[Saved data entries]
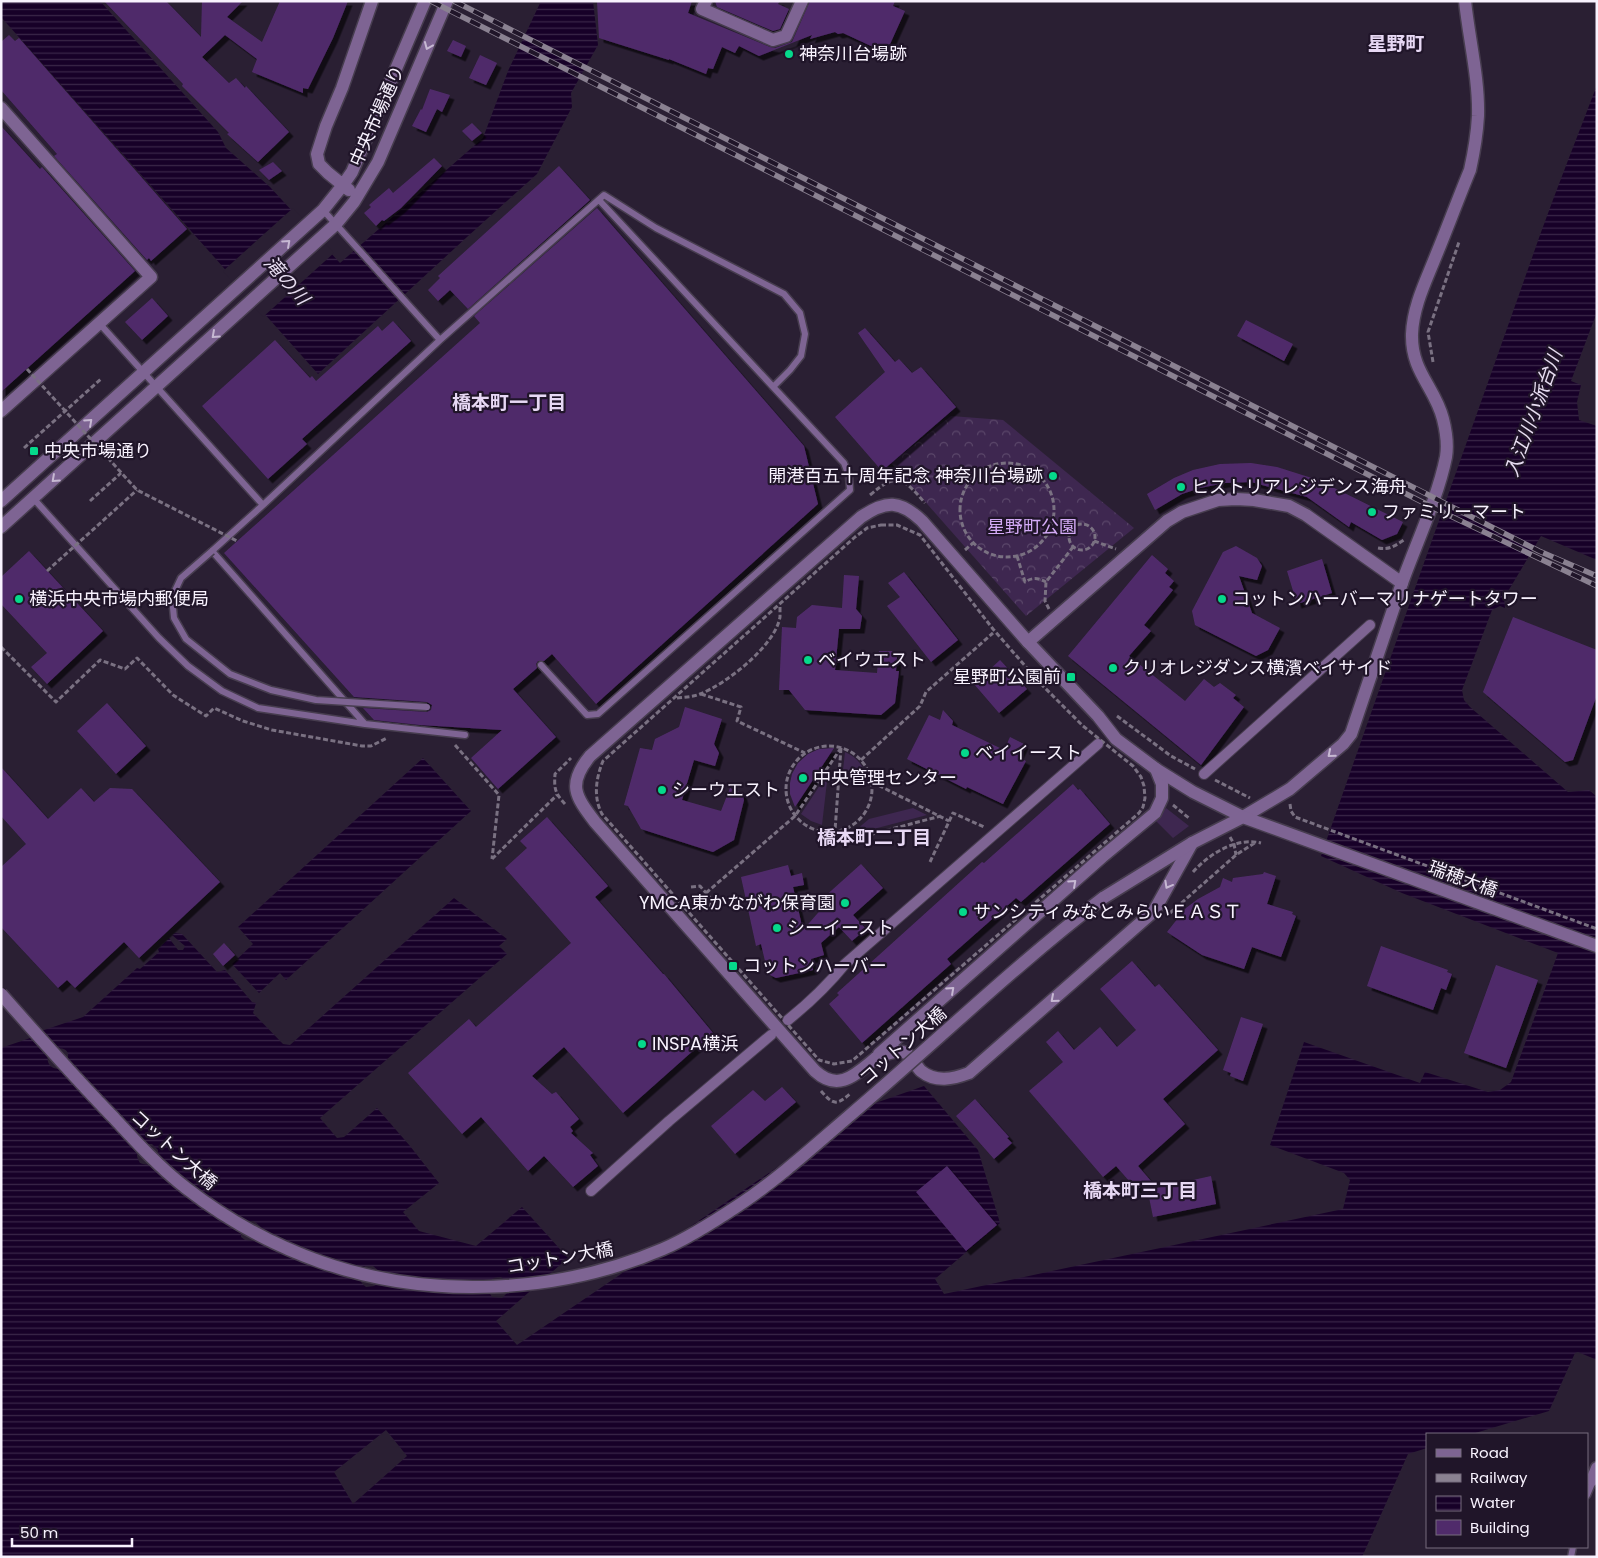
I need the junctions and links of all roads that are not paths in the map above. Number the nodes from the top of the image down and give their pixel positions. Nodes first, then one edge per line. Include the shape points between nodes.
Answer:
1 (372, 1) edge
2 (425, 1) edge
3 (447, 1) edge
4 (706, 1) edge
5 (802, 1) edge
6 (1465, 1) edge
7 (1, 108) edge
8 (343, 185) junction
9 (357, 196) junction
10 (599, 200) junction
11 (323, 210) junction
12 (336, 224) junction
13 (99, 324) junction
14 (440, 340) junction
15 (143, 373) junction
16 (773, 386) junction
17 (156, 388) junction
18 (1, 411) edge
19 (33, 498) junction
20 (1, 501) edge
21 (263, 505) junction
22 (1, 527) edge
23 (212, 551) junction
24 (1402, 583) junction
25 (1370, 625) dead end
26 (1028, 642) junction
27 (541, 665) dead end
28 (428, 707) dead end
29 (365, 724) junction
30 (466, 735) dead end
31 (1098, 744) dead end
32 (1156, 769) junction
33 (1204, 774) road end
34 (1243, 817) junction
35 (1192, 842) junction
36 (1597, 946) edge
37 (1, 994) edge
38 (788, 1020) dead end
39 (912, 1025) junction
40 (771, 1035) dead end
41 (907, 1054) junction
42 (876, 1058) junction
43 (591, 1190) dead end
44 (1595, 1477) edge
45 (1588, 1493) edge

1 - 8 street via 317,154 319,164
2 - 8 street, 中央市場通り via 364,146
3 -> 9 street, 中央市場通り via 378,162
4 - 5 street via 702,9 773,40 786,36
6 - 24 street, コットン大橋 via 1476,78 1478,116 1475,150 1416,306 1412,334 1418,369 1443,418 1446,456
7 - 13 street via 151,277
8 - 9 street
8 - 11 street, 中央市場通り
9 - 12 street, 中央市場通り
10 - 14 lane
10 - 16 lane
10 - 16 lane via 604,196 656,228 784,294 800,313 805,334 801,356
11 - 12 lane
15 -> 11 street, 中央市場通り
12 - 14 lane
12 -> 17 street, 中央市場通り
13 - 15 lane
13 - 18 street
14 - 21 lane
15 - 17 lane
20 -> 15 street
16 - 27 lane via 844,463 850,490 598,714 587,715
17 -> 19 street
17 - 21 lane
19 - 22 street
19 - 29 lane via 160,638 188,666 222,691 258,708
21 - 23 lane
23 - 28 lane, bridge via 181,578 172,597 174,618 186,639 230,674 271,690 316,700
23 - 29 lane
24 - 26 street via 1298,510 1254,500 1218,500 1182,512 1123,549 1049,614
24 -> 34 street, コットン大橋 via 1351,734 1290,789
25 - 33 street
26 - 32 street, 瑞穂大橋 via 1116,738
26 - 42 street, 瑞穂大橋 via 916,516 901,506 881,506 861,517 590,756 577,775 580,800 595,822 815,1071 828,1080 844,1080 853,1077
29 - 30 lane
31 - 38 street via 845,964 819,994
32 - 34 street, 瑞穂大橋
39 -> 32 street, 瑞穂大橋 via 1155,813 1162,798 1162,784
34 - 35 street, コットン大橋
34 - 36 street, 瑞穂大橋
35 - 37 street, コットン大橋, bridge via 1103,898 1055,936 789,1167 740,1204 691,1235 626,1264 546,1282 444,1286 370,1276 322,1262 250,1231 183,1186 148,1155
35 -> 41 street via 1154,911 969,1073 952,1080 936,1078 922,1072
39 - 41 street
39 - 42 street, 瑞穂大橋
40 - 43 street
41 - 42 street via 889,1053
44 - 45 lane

* * *

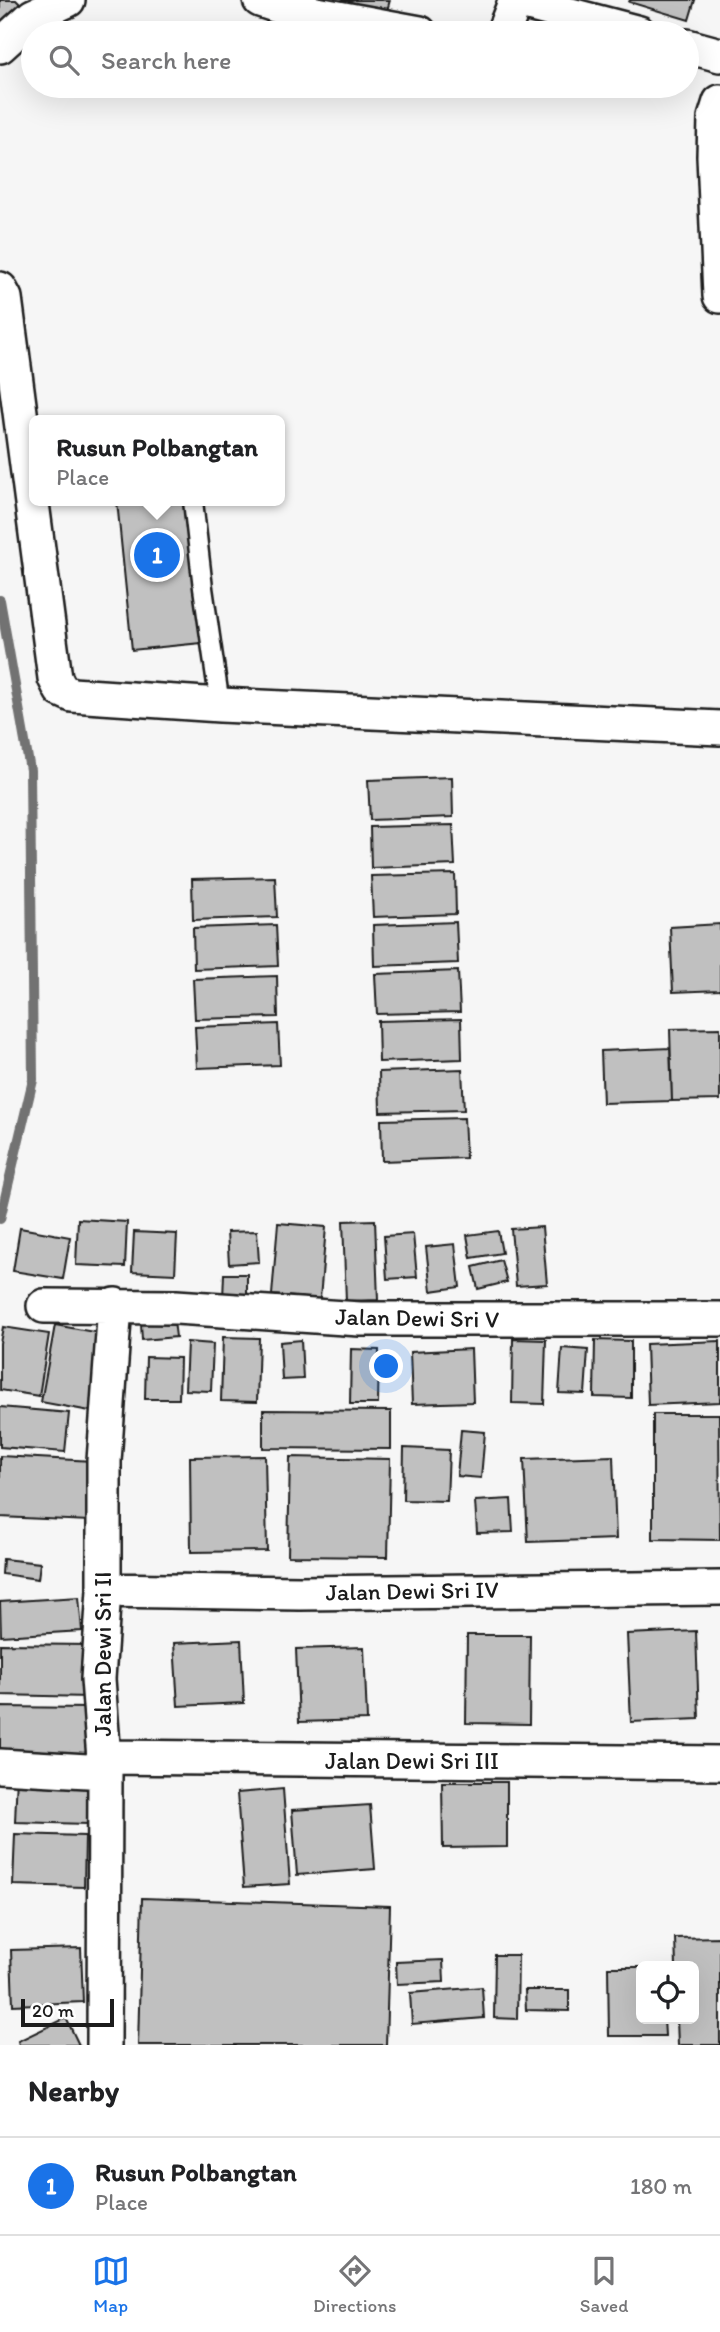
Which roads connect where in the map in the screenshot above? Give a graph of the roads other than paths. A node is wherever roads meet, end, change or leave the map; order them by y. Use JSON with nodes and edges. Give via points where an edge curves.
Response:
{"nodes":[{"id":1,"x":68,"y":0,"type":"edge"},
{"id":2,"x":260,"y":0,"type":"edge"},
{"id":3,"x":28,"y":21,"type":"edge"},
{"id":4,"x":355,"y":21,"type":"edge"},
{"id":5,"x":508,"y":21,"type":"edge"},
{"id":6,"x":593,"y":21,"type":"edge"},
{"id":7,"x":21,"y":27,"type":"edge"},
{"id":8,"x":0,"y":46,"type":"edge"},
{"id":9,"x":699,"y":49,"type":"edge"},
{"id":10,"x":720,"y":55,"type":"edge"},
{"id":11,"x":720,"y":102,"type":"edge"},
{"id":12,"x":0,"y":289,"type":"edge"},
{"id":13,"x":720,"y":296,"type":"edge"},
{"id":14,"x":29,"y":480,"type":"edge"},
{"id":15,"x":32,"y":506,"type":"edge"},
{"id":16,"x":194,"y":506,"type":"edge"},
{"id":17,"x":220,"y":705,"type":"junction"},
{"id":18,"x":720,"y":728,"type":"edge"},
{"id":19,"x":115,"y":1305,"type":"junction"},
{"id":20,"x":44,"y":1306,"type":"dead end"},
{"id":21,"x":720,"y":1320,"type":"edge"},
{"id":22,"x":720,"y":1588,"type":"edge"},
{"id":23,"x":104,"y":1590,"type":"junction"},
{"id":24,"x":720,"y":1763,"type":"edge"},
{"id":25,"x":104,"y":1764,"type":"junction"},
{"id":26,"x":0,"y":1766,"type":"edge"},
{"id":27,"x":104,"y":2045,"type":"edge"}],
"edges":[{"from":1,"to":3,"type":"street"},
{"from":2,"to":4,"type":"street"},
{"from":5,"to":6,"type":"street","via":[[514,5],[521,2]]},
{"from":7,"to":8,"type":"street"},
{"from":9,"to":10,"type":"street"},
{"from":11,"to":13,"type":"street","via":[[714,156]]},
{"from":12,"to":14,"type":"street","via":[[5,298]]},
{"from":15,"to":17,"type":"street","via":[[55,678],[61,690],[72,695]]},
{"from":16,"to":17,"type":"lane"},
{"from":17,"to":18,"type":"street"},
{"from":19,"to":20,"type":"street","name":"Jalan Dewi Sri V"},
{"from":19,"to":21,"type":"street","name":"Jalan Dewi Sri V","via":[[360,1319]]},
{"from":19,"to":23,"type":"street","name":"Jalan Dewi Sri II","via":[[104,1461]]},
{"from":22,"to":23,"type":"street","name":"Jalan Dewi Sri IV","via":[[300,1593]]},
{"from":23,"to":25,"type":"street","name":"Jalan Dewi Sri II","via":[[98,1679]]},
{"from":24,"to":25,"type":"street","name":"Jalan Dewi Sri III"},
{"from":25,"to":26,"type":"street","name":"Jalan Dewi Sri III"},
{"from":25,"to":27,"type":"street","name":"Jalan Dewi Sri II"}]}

[Prompt] Copy out each line from the preceding entries that mentions the word "nodes".

[Solution to this problem]
I need the junctions and links of all roads that are not paths in the map above. Number the nodes from the top of the image down and give their pixel positions. Nodes first, then one edge per line. Include the shape points between nodes.
Which roads connect where in the map in the screenshot above? Give a graph of the roads other than paths. A node is wherever roads meet, end, change or leave the map; order them by y. Use JSON with nodes and edges. Give via points where an edge curves.
{"nodes":[{"id":1,"x":68,"y":0,"type":"edge"},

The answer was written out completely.